First Look: Ping Pong Dim Sum’s Bottomless East West Brunch
Bottomless Mimosas & Unlimited Dim Sum at Ping Pong’s New Brunch:
Ping Pong Dim Sum recently unveiled a new East West brunch menu, offering their own unique spin on classic, hearty brunch standbys, combining them with Chinese flavors and influences. As you know by now, I love a good bottomless brunch — don’t we all here in D.C.? — and this one had me really excited from the get-go, offering your choice of one new East West brunch entree, unlimited dim sum, and bottomless “deconstructed mimosas” for $36. I couldn’t wait to dive in and give it a try.
To start with, you get your own table side mimosa bar, with a bottle of champagne and a bowl of “popping pearls”. These are filled with various juices and you’re supposed to add them into your champagne and create a deconstructed mimosa. Great idea, and it looks fun and playful in the glass.
However, the pearls sit at the bottom of your champagne flute which means you don’t actually get to enjoy the juice with the champagne. Even after your glass is emptied, the pearls stick to the bottom. In order for this to work, the pearls would really need to float, so that you can take a sip and pop one in your mouth jointly. Alternatively, each person should receive a long toothpick — or spork or who knows what — so you could pop them once they’re in your glass.
As is, they just aren’t mimosas, because you’re not getting champagne and juice at the same time — they’re champagne with colored decorations you see but don’t taste. We ended up abandoning the pearls and ordering a side of lychee juice to make lychee mimosas, and those were fantastic.

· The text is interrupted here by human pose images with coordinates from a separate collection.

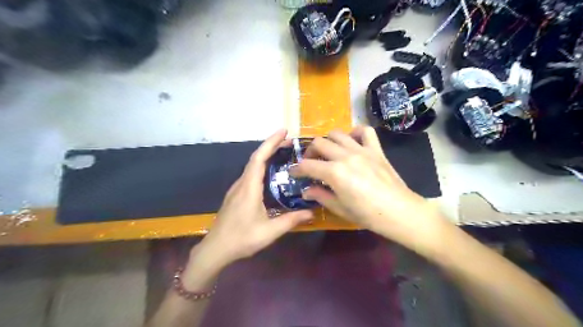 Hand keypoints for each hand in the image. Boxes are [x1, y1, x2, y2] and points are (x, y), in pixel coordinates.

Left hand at [194, 130, 314, 270]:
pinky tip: (270, 173)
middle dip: (271, 146)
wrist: (215, 249)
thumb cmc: (241, 239)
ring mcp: (237, 189)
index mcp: (249, 188)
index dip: (271, 143)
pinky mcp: (236, 195)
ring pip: (252, 165)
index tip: (284, 132)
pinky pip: (250, 174)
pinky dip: (261, 166)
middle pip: (256, 158)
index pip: (259, 158)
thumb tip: (311, 212)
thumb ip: (291, 220)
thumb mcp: (269, 231)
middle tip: (290, 142)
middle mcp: (242, 184)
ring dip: (266, 155)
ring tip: (283, 154)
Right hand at [291, 127, 447, 250]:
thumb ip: (320, 196)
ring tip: (328, 151)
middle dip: (309, 152)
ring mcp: (362, 150)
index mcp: (334, 172)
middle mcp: (345, 156)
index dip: (297, 169)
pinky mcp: (376, 149)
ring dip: (328, 140)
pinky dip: (355, 132)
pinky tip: (352, 141)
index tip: (293, 173)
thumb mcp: (340, 208)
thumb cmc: (367, 215)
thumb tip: (306, 191)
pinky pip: (365, 131)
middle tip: (310, 162)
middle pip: (319, 143)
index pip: (307, 165)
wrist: (399, 212)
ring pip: (337, 133) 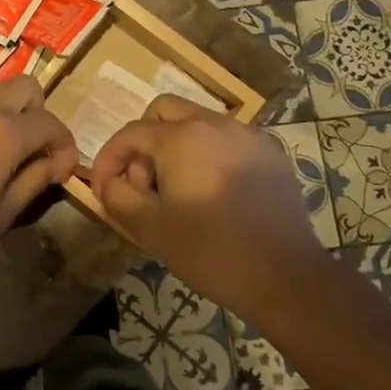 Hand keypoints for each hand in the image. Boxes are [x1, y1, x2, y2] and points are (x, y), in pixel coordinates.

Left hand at [0, 76, 77, 290]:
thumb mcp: (1, 215)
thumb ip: (35, 180)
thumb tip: (56, 163)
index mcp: (4, 132)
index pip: (50, 123)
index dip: (64, 146)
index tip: (60, 170)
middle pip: (25, 87)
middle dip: (36, 114)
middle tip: (28, 150)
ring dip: (2, 112)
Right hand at [89, 95, 329, 312]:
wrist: (286, 277)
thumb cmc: (211, 252)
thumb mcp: (150, 229)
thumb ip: (117, 197)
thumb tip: (107, 182)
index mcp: (181, 138)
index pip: (130, 133)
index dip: (109, 158)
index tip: (103, 188)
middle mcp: (214, 123)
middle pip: (164, 112)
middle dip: (143, 142)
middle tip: (144, 183)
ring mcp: (248, 136)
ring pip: (198, 123)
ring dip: (176, 147)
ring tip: (178, 191)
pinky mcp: (271, 154)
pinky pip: (227, 140)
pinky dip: (209, 155)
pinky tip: (213, 193) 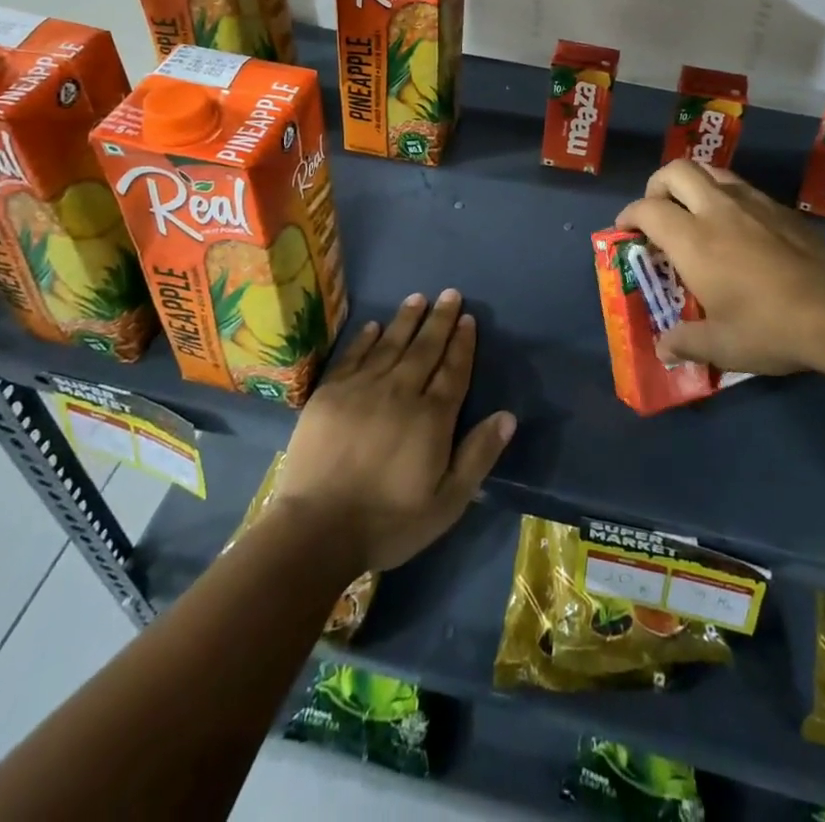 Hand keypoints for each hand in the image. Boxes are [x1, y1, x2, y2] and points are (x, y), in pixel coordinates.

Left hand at [271, 290, 515, 575]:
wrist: (317, 529)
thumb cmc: (389, 521)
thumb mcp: (447, 501)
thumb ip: (478, 455)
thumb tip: (508, 415)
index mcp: (431, 417)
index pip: (453, 370)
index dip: (462, 343)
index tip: (468, 319)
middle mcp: (400, 392)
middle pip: (425, 348)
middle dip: (440, 320)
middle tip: (450, 294)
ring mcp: (361, 389)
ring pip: (390, 344)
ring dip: (406, 319)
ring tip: (418, 298)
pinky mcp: (329, 394)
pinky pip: (353, 356)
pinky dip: (365, 339)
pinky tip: (374, 326)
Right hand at [617, 160, 824, 376]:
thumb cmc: (770, 328)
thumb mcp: (721, 345)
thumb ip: (685, 342)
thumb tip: (663, 348)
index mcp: (693, 240)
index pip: (647, 209)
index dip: (629, 215)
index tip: (625, 230)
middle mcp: (718, 209)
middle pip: (676, 171)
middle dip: (658, 185)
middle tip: (658, 212)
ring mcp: (753, 203)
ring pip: (712, 171)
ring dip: (693, 184)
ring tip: (694, 213)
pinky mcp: (782, 208)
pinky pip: (742, 187)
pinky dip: (725, 196)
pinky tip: (736, 228) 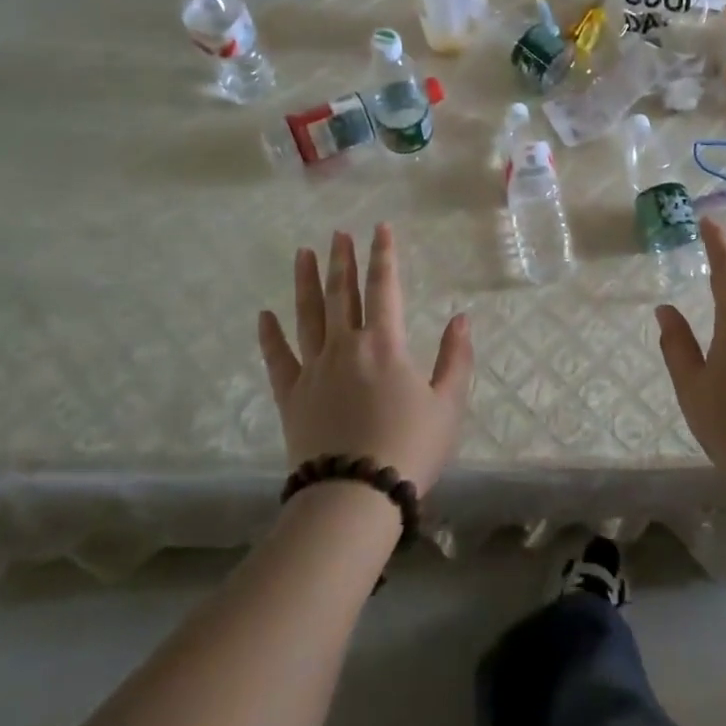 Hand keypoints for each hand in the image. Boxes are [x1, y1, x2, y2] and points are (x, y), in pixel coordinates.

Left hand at [257, 224, 473, 493]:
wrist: (355, 496)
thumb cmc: (409, 448)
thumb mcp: (448, 404)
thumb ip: (456, 358)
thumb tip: (462, 318)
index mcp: (384, 343)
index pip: (385, 287)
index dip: (383, 255)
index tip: (379, 228)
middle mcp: (345, 346)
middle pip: (341, 293)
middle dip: (342, 260)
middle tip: (337, 234)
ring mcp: (313, 369)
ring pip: (307, 315)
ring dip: (305, 282)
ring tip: (303, 253)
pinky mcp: (291, 396)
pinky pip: (278, 358)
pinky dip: (270, 335)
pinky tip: (264, 315) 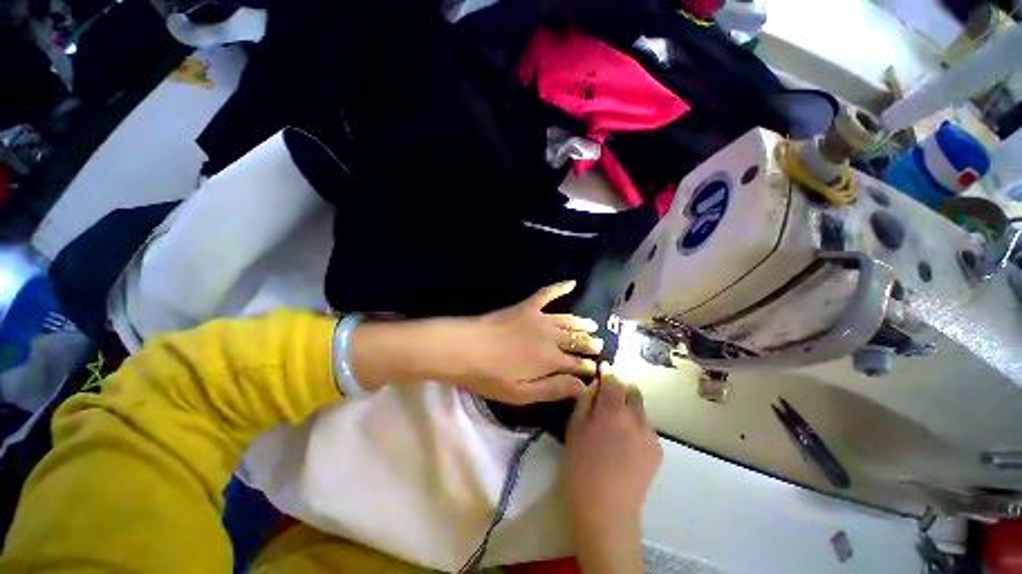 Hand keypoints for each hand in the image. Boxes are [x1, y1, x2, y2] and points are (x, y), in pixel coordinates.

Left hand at [441, 281, 600, 404]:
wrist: (464, 347)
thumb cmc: (489, 375)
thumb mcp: (521, 393)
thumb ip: (553, 388)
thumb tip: (582, 386)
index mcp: (550, 360)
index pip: (577, 364)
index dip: (588, 368)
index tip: (596, 370)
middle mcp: (550, 337)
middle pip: (576, 340)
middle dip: (590, 344)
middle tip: (599, 346)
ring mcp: (539, 318)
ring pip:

All of the new East West brunch entrees sound delicious: Chicken & Green Tea Waffles; Five Spice Pork Belly Benedict; Egg & Cheese Breakfast Spring Rolls; Sichuan Hanger Steak Loco Moco; Shanghai Shrimp and Grits; and Mango Black Tea French Toast.
Unfortunately, as with the deconstructed mimosas, the entrees have an execution issue. The concepts sound wonderful, but do they actually work in practice?
The chicken and waffles were each dried out, making them dense and hard to eat together, and taking away from the dish. The spring rolls were tasty, but were left so overly doused in grease that they were hard to enjoy. The French toast was so fried, that along with its hefty covering of powdered sugar, it tasted like carnival funnel cake.
The pork belly was the best of the entrees we tried, however it still didn’t look the part. That goes back to the execution of the dishes again. For instance, compare the stock photos of their Loco Moco and the Pork Belly Benedict, both of which were also photographed during our visit:
Clearly, something was lost in translation from the design of those dishes to how they’re being pulled off in the restaurant when people order them. These dishes just weren’t prepared as intended. Unfortunately, I also had to send my Loco Moco — the first item which was ordered and brought to the table — back to the kitchen, as it was served cold.
At the end of the day, if Ping Pong was offering a bottomless mimosa brunch, with unlimited dim sum and dumplings for the same $36, no entree included, that’d still be a good deal. I’d pay for it. You’d leave stuffed, and you’d enjoy some of the best bites that Ping Pong is known for, with two dozen different dim sum to try along the way. Along these lines, the entrees could be thought of as almost a bonus add in of sorts.
Nevertheless, if you’re actually there to try one of the East West menu items first and foremost, then they bring the overall quality of the meal down. The new entrees from the East West menu and those fancy deconstructed mimosas are simply missing the mark for now.